Besides the illness and the threat to survival, the psychological impact of Covid-19 is worrisome. People had forgotten what it is to spend time at home, and now cannot fathom how to keep engaged and gainfully occupied, and this is causing fear, frustration and boredom, even inching towards depression. Loneliness plagues those living alone, while arguments and fights erupt in families, since people have not been together in close proximity as they are now, for a long time.

The silver lining is visible for those sensibly making the most of this changed environment. Confined indoors, many people are enhancing skills, attending online courses to increasing knowledge, exploring unknown virtual domains, and of course, extending themselves to help those who have lost jobs and homes, looking for ways to return home.

The workplace may also be changing forever.

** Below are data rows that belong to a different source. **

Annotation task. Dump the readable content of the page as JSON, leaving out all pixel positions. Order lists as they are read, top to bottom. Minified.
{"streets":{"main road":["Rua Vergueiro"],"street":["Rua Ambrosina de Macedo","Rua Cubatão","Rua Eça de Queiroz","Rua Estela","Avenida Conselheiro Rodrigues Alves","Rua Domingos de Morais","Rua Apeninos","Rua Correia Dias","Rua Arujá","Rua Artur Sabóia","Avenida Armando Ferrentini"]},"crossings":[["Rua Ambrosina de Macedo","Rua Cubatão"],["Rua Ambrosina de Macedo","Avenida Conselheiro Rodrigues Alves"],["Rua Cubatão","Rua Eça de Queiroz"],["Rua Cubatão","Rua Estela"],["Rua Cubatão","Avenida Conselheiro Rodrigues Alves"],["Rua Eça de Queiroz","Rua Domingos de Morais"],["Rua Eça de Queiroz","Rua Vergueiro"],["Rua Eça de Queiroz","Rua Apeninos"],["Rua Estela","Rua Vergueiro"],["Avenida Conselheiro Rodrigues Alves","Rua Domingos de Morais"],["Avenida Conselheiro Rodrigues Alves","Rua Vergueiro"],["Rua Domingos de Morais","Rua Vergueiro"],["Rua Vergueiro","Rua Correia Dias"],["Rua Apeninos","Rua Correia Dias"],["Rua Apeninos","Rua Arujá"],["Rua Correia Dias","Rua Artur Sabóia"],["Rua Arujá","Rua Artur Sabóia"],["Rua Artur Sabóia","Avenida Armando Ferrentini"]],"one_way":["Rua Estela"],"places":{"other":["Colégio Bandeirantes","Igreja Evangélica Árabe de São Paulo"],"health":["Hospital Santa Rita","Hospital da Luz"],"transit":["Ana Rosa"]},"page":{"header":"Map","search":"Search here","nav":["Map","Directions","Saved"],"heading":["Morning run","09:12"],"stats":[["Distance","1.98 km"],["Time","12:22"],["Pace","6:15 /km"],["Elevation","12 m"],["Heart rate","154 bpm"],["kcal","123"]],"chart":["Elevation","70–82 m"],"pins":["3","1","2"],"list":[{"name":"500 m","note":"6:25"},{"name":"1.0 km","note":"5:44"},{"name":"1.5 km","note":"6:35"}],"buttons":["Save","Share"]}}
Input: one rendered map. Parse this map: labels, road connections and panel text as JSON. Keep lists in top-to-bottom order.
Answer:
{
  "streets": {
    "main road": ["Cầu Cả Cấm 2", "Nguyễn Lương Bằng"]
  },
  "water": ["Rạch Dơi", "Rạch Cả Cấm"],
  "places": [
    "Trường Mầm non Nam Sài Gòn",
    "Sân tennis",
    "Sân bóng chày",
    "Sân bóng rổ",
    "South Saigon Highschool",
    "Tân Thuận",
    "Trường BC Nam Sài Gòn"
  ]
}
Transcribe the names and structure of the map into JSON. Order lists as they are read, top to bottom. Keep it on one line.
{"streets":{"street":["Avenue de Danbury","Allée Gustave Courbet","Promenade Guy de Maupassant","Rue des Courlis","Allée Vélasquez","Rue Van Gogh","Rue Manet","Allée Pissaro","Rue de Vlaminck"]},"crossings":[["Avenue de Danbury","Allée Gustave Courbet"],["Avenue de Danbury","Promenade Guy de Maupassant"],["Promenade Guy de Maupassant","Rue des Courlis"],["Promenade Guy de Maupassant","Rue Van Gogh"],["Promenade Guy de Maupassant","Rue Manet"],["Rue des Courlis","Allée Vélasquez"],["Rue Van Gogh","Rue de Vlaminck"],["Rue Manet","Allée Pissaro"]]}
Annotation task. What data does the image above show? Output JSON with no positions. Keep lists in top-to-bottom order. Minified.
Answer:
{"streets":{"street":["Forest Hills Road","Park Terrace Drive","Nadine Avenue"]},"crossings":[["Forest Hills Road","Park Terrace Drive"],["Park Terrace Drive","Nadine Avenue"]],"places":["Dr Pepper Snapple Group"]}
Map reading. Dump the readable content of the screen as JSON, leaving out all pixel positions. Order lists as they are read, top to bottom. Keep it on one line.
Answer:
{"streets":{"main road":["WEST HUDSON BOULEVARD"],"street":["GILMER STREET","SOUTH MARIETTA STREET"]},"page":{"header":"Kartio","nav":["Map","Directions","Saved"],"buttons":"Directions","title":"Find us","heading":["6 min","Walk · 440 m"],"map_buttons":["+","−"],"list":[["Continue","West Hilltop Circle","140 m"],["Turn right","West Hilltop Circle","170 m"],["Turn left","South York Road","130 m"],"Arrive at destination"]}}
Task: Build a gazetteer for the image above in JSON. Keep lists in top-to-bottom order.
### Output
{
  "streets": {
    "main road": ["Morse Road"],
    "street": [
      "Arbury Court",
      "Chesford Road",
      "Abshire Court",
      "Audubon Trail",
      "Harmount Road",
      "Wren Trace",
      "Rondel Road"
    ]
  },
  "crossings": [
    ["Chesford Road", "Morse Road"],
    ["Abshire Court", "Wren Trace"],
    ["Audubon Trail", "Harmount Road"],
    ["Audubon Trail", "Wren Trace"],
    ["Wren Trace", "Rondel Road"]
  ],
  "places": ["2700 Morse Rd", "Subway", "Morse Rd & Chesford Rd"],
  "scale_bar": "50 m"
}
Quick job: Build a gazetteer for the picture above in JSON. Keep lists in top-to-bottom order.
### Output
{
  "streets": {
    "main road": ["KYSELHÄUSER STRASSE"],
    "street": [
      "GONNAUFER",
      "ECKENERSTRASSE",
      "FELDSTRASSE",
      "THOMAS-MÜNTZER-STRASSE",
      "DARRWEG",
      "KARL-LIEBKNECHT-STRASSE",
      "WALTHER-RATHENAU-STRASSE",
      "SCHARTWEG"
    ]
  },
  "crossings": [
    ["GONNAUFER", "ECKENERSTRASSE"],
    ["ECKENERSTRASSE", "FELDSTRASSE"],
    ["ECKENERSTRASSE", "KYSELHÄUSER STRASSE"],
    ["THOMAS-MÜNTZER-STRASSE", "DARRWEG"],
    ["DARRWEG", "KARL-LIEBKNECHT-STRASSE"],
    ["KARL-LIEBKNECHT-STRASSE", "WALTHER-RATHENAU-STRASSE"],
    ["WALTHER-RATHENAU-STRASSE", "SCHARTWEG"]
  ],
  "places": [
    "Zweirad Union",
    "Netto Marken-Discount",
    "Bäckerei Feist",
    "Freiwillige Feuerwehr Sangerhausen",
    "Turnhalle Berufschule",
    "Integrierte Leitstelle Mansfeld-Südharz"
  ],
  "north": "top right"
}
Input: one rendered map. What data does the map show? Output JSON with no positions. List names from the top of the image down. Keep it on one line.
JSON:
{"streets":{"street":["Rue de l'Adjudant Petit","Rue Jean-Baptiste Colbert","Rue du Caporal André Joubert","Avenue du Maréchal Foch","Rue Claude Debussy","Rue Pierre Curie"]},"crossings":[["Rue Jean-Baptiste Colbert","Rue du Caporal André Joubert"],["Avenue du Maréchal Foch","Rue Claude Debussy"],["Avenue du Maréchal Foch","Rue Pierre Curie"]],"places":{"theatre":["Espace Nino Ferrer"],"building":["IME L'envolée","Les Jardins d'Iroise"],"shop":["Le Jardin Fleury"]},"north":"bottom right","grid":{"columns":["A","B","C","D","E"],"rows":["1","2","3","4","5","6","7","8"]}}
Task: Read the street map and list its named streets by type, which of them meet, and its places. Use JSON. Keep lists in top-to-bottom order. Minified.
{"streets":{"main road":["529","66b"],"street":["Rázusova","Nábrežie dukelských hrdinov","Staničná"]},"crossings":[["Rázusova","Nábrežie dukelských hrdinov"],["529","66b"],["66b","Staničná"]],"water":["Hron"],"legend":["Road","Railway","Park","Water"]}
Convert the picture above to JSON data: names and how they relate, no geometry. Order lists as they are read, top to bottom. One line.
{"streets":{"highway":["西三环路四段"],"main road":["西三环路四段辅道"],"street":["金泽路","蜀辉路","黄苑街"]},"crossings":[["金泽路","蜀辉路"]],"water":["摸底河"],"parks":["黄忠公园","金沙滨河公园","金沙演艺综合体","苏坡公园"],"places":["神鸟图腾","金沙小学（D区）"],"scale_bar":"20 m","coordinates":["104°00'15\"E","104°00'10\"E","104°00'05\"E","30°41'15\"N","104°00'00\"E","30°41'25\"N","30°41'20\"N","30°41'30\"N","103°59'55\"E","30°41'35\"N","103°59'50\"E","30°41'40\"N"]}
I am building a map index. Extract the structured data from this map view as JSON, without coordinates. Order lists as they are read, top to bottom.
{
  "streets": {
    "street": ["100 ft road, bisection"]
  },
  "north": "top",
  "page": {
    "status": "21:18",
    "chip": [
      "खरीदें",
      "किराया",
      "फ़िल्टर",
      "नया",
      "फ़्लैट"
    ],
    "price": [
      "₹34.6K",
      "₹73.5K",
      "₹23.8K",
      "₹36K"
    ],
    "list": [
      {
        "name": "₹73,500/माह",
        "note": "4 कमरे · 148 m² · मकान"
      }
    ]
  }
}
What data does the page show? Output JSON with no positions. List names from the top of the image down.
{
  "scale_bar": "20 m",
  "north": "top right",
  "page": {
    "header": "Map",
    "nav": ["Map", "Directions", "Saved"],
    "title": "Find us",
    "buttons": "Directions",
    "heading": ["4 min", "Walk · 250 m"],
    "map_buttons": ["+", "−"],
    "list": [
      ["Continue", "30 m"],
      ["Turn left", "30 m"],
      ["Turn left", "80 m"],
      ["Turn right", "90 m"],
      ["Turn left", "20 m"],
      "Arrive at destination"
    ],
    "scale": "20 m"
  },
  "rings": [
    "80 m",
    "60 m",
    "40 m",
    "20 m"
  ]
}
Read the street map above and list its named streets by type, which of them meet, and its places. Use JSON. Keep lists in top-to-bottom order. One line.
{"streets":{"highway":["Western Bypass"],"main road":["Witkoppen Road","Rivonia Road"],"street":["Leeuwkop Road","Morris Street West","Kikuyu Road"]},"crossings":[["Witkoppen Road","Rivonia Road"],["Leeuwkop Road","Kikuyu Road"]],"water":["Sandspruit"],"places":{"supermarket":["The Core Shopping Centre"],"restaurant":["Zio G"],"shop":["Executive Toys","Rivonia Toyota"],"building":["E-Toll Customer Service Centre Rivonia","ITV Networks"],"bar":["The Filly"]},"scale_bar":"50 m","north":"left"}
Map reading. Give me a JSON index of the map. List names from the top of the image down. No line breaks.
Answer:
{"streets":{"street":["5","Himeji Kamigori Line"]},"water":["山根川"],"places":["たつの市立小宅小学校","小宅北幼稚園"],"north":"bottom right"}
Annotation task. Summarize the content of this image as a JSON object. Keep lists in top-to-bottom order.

The need for 100% attendance by the entire staff may no longer be necessary. The work from home model seems to be working well and will continue especially in fields where physical presence is not necessary. Offices and office spaces will shrink, attendance will become virtual and this will reduce the time wasted in commuting, cause less traffic and hopefully improve efficiency.

The same may not be true for education and online classes. Schools and universities have switched to online learning globally, at least that have the resources, but will it be as effective? Only time will tell. For the present it is serving a purpose but perhaps cannot be as effective as classroom teaching as normalcy returns. Education is as much about personal experience and interaction as learning from lectures and books and journals.

A few points to ponder as well. For decades, globalization has been the key to economic betterment, but one country’s disease has made other nations vulnerable. Migrant labor has filled the gaps and benefitted through employment, but where do they stand when they lose their jobs. Is interdependence preferable or should countries aim for self-sufficiency?

Myanmar has seen very responsible behavior from its citizens who are religiously following government orders, wearing masks and gloves and not stepping out. Life has become difficult with small businesses and factories closing down. The government has been distributing food to the needy and donations continue to bridge the gap. In the initial days, panic buying saw supermarkets being cleared of stocks and supplies. E-commerce has been in its nascent stage here, but is picking up, and online shopping with home deliveries will expand manifold. All international restrictions are being imposed and adhered to. April, the most eagerly awaited month of the year, has been the quietest, and the biggest festival Thingyan, was not celebrated. An element of fear, and safety are being given priority even as people wonder when this ordeal will end.

The coronavirus pandemic is actually a sudden awakening, giving us an opportunity to stop, economize, make resources stretch, avoid waste and preserve and protect whatever we have. The difficult times are a test for the human spirit and its resilience.